▸ **YOUR OBJECTIVE**: Using the data below, work out how many of its lines contain "options", and give that number with nothing added.

Data items:
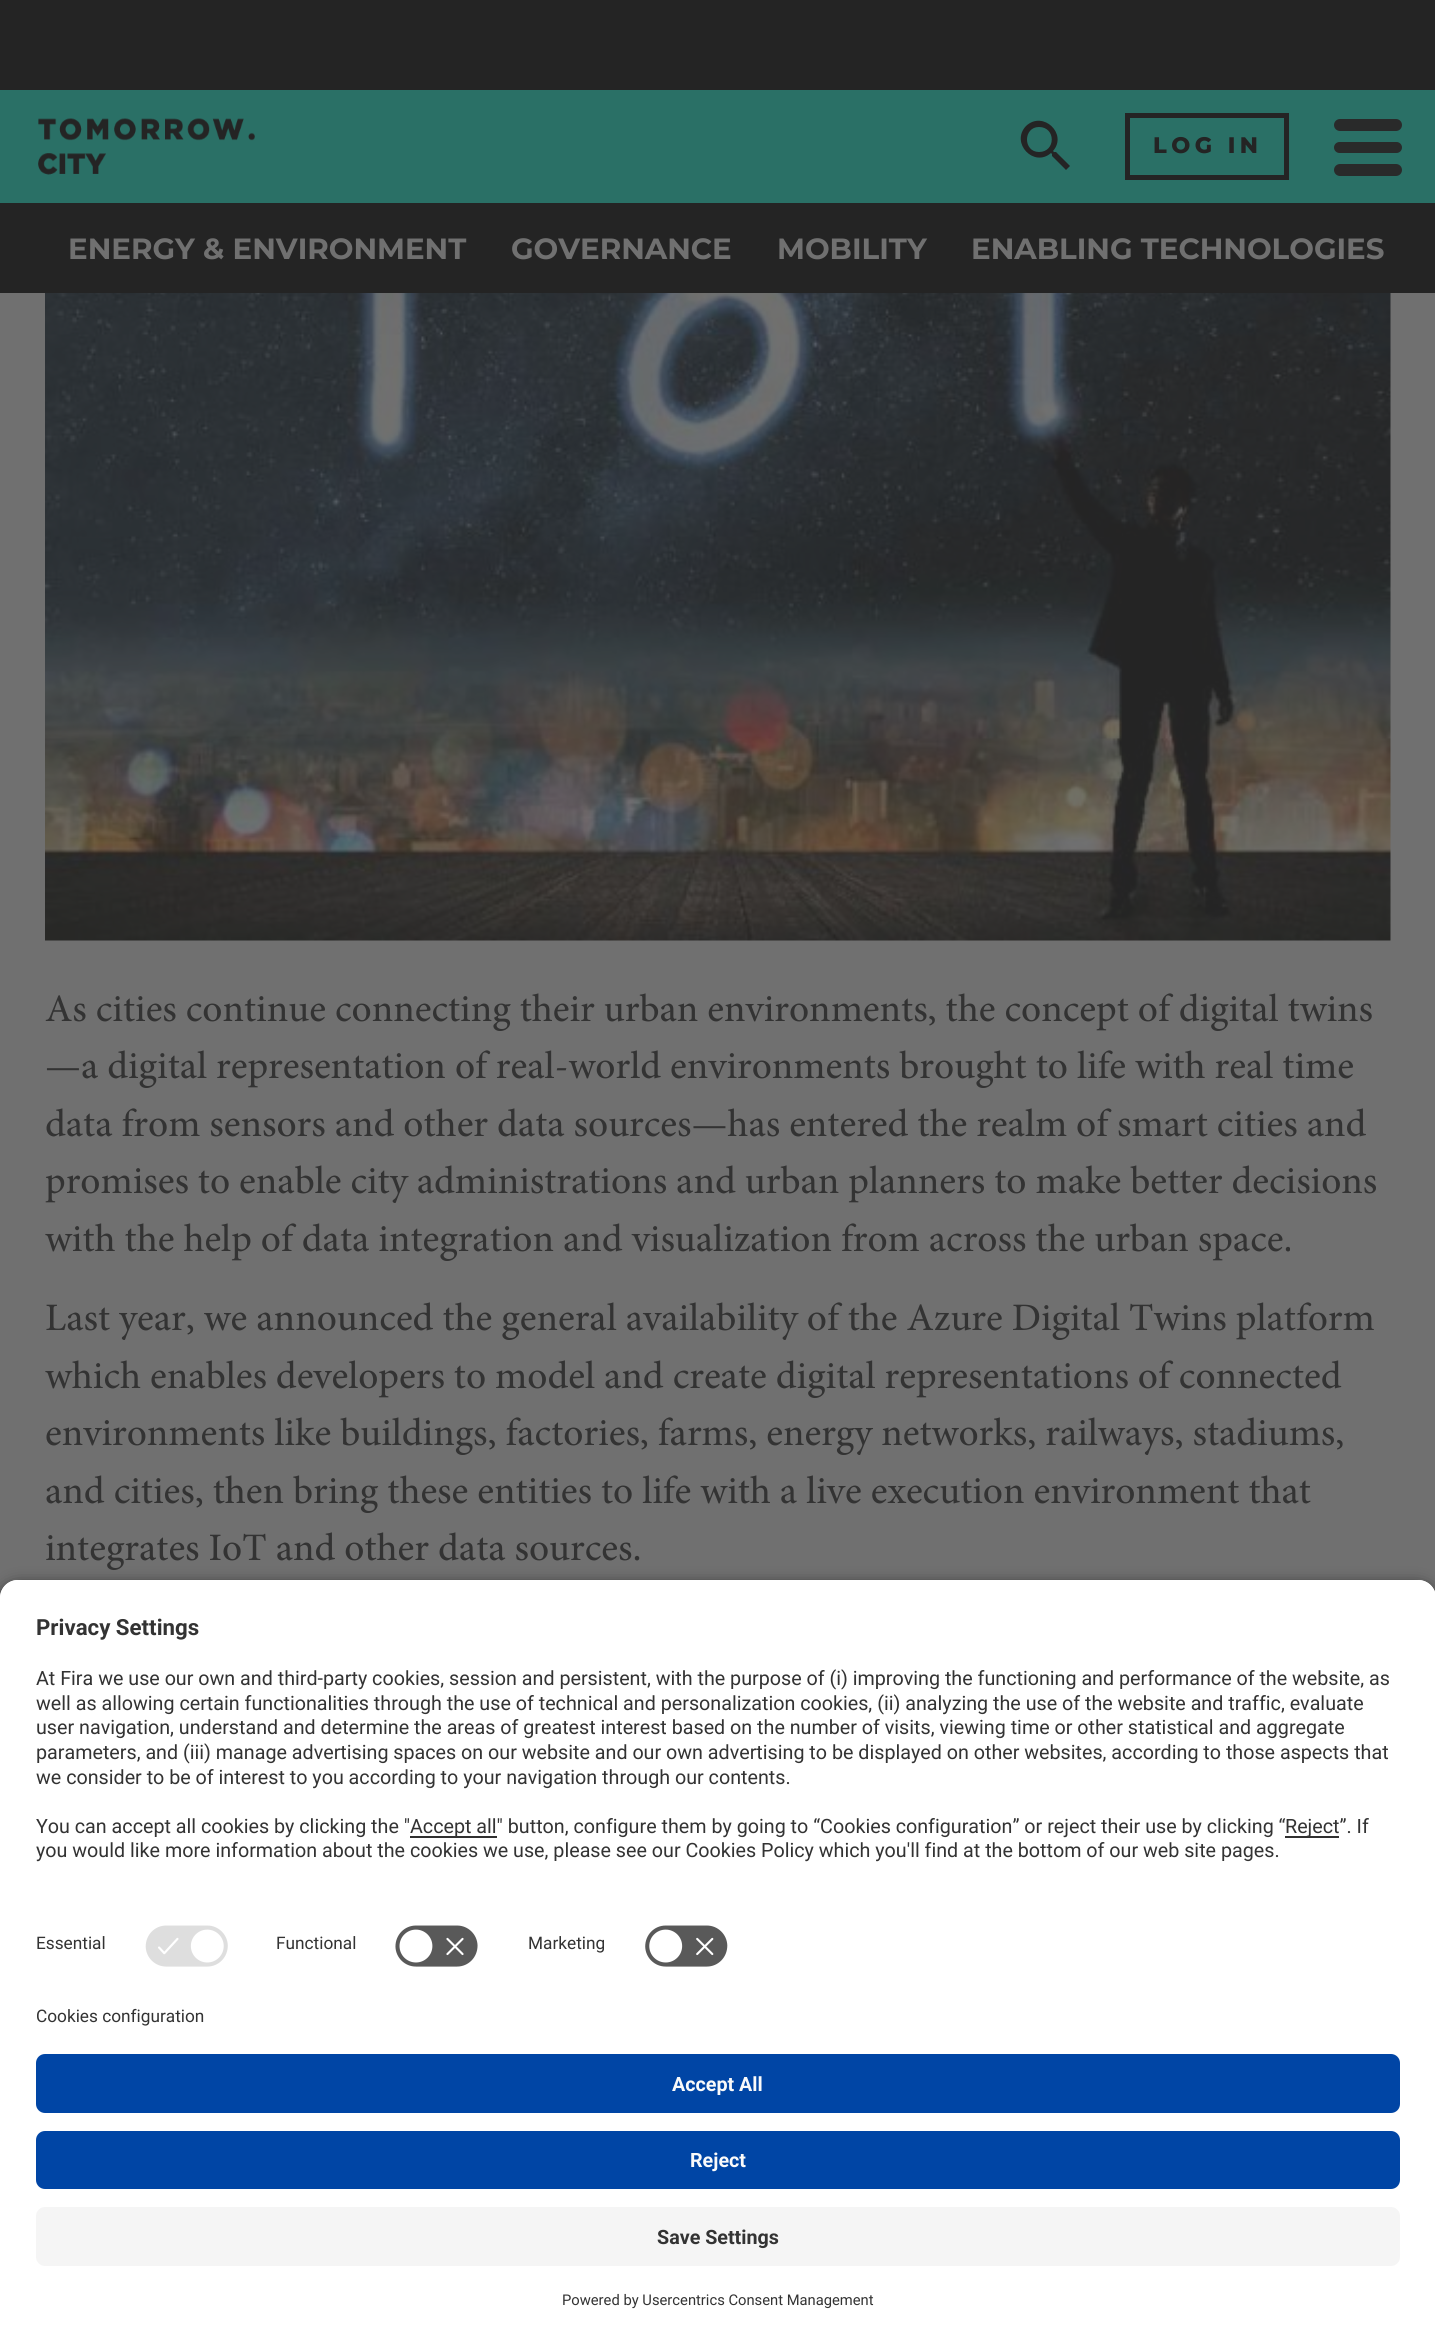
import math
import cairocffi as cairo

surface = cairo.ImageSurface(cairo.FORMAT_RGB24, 1435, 2346)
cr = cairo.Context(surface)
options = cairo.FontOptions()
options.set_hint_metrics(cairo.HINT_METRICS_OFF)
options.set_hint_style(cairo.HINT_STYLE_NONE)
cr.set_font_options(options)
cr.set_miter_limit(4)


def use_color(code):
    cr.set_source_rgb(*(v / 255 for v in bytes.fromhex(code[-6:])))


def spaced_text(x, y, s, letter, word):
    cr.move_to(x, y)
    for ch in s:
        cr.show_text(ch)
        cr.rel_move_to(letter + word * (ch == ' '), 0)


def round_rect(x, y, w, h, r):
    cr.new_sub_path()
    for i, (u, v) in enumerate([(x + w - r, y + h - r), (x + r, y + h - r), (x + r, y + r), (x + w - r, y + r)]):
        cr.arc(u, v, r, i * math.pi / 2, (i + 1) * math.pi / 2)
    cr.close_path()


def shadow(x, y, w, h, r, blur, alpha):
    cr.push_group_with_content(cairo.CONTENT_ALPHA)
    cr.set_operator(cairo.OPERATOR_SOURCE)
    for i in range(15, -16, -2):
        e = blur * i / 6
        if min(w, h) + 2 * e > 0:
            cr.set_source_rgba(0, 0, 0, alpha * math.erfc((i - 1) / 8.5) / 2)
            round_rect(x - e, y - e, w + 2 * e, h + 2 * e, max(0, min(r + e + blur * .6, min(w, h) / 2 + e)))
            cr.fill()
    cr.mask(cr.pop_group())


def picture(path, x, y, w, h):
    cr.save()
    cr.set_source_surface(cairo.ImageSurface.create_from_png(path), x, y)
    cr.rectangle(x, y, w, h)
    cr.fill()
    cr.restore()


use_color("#707070")
cr.paint()
use_color("#2a7066")
cr.rectangle(0, 90, 1435, 113)
cr.fill()
use_color("#242424")
cr.rectangle(0, 0, 1435, 90)
cr.fill()
picture("img1.png", 38, 118, 217, 57)
cr.new_path()
cr.move_to(1056, 152)
cr.line_to(1054, 152)
cr.line_to(1053, 151)
cr.curve_to(1068, 134, 1043, 110, 1026, 126)
cr.curve_to(1010, 143, 1034, 168, 1051, 153)
cr.line_to(1052, 154)
cr.line_to(1052, 156)
cr.line_to(1066, 170)
cr.line_to(1070, 166)
cr.close_path()
cr.move_to(1039, 152)
cr.curve_to(1023, 152, 1023, 127, 1039, 127)
cr.curve_to(1056, 127, 1056, 152, 1039, 152)
cr.close_path()
cr.fill()
cr.rectangle(1127.5, 115.5, 159, 62)
cr.set_line_width(5)
cr.stroke()
cr.select_font_face("Montserrat ExtraBold")
cr.set_font_size(22.5)
spaced_text(1153, 153, "LOG IN", 4.5, 0)
use_color("#292a2a")
round_rect(1334, 119, 68, 12, 6)
cr.fill()
round_rect(1334, 142, 68, 11, 5.5)
cr.fill()
round_rect(1334, 164, 68, 12, 6)
cr.fill()
use_color("#242424")
cr.rectangle(0, 203, 1435, 90)
cr.fill()
cr.select_font_face("Montserrat", cairo.FONT_SLANT_NORMAL, cairo.FONT_WEIGHT_BOLD)
cr.set_font_size(29.25)
use_color("#707070")
cr.move_to(68, 259)
cr.show_text("ENERGY & ENVIRONMENT")
cr.move_to(511, 259)
cr.show_text("GOVERNANCE")
cr.move_to(777, 259)
cr.show_text("MOBILITY")
cr.move_to(971, 259)
cr.show_text("ENABLING TECHNOLOGIES")
picture("img2.png", 45, 293, 1346, 648)
cr.select_font_face("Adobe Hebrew")
cr.set_font_size(38.25)
use_color("#333333")
cr.move_to(45, 1021)
cr.show_text("As cities continue connecting their urban environments, the concept of digital twins")
cr.move_to(45, 1078)
cr.show_text("—a digital representation of real-world environments brought to life with real time")
cr.move_to(45, 1136)
cr.show_text("data from sensors and other data sources—has entered the realm of smart cities and")
cr.move_to(45, 1193)
cr.show_text("promises to enable city administrations and urban planners to make better decisions")
cr.move_to(45, 1251)
cr.show_text("with the help of data integration and visualization from across the urban space.")
cr.move_to(45, 1330)
cr.show_text("Last year, we announced the general availability of the Azure Digital Twins platform")
cr.move_to(45, 1388)
cr.show_text("which enables developers to model and create digital representations of connected")
cr.move_to(45, 1445)
cr.show_text("environments like buildings, factories, farms, energy networks, railways, stadiums,")
cr.move_to(45, 1503)
cr.show_text("and cities, then bring these entities to life with a live execution environment that")
cr.move_to(45, 1560)
cr.show_text("integrates IoT and other data sources.")
use_color("#000000")
shadow(0, 1586, 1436, 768, 18, 8, 0.8)
use_color("#ffffff")
cr.new_path()
cr.move_to(18, 1580)
cr.line_to(1418, 1580)
cr.curve_to(1428, 1580, 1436, 1588, 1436, 1598)
cr.line_to(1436, 2007)
cr.line_to(0, 2007)
cr.line_to(0, 1598)
cr.curve_to(0, 1588, 8, 1580, 18, 1580)
cr.close_path()
cr.fill()
cr.new_path()
cr.move_to(18, 1580)
cr.line_to(1418, 1580)
cr.curve_to(1428, 1580, 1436, 1588, 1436, 1598)
cr.line_to(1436, 1908)
cr.line_to(0, 1908)
cr.line_to(0, 1598)
cr.curve_to(0, 1588, 8, 1580, 18, 1580)
cr.close_path()
cr.fill()
cr.select_font_face("Roboto", cairo.FONT_SLANT_NORMAL, cairo.FONT_WEIGHT_BOLD)
cr.set_font_size(22.25)
use_color("#333333")
cr.move_to(36, 1635)
cr.show_text("Privacy Settings")
cr.select_font_face("Roboto")
cr.set_font_size(19.7)
cr.move_to(36, 1685)
cr.show_text("At Fira we use our own and third-party cookies, session and persistent, with the purpose of (i) improving the functioning and performance of the website, as")
cr.move_to(36, 1710)
cr.show_text("well as allowing certain functionalities through the use of technical and personalization cookies, (ii) analyzing the use of the website and traffic, evaluate")
cr.move_to(36, 1734)
cr.show_text("user navigation, understand and determine the areas of greatest interest based on the number of visits, viewing time or other statistical and aggregate")
cr.move_to(36, 1759)
cr.show_text("parameters, and (iii) manage advertising spaces on our website and our own advertising to be displayed on other websites, according to those aspects that")
cr.move_to(36, 1784)
cr.show_text("we consider to be of interest to you according to your navigation through our contents.")
cr.move_to(36, 1833)
cr.show_text("You can accept all cookies by clicking the \"")
use_color("#303030")
cr.rectangle(410, 1836, 87, 2)
cr.fill()
use_color("#333333")
cr.move_to(410, 1833)
cr.show_text("Accept all\" button, configure them by going to “Cookies configuration” or reject their use by clicking “")
use_color("#303030")
cr.rectangle(1285, 1836, 54, 2)
cr.fill()
use_color("#333333")
cr.move_to(1285, 1833)
cr.show_text("Reject”. If")
cr.move_to(36, 1857)
cr.show_text("you would like more information about the cookies we use, please see our Cookies Policy which you'll find at the bottom of our web site pages.")
cr.set_font_size(17.25)
cr.move_to(36, 1949)
cr.show_text("Essential")
picture("img3.png", 145, 1925, 83, 42)
cr.move_to(276, 1949)
cr.show_text("Functional")
picture("img4.png", 395, 1925, 83, 42)
cr.move_to(528, 1949)
cr.show_text("Marketing")
picture("img5.png", 645, 1925, 83, 42)
use_color("#ffffff")
cr.rectangle(0, 2007, 1435, 339)
cr.fill()
use_color("#333333")
cr.move_to(36, 2022)
cr.show_text("Cookies configuration")
use_color("#0045a5")
round_rect(36, 2054, 1364, 59, 9)
cr.fill()
cr.select_font_face("Roboto", cairo.FONT_SLANT_NORMAL, cairo.FONT_WEIGHT_BOLD)
cr.set_font_size(19.7)
use_color("#fafafa")
cr.move_to(672, 2091)
cr.show_text("Accept All")
use_color("#0045a5")
round_rect(36, 2131, 1364, 58, 9)
cr.fill()
use_color("#fafafa")
cr.move_to(690, 2167)
cr.show_text("Reject")
use_color("#f5f5f5")
round_rect(36, 2207, 1364, 59, 9)
cr.fill()
use_color("#333333")
cr.move_to(657, 2244)
cr.show_text("Save Settings")
cr.select_font_face("Roboto")
cr.set_font_size(14.75)
cr.move_to(562, 2305)
cr.show_text("Powered by Usercentrics Consent Management")
surface.write_to_png("result.png")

▸ **TASK SOLUTION**: 4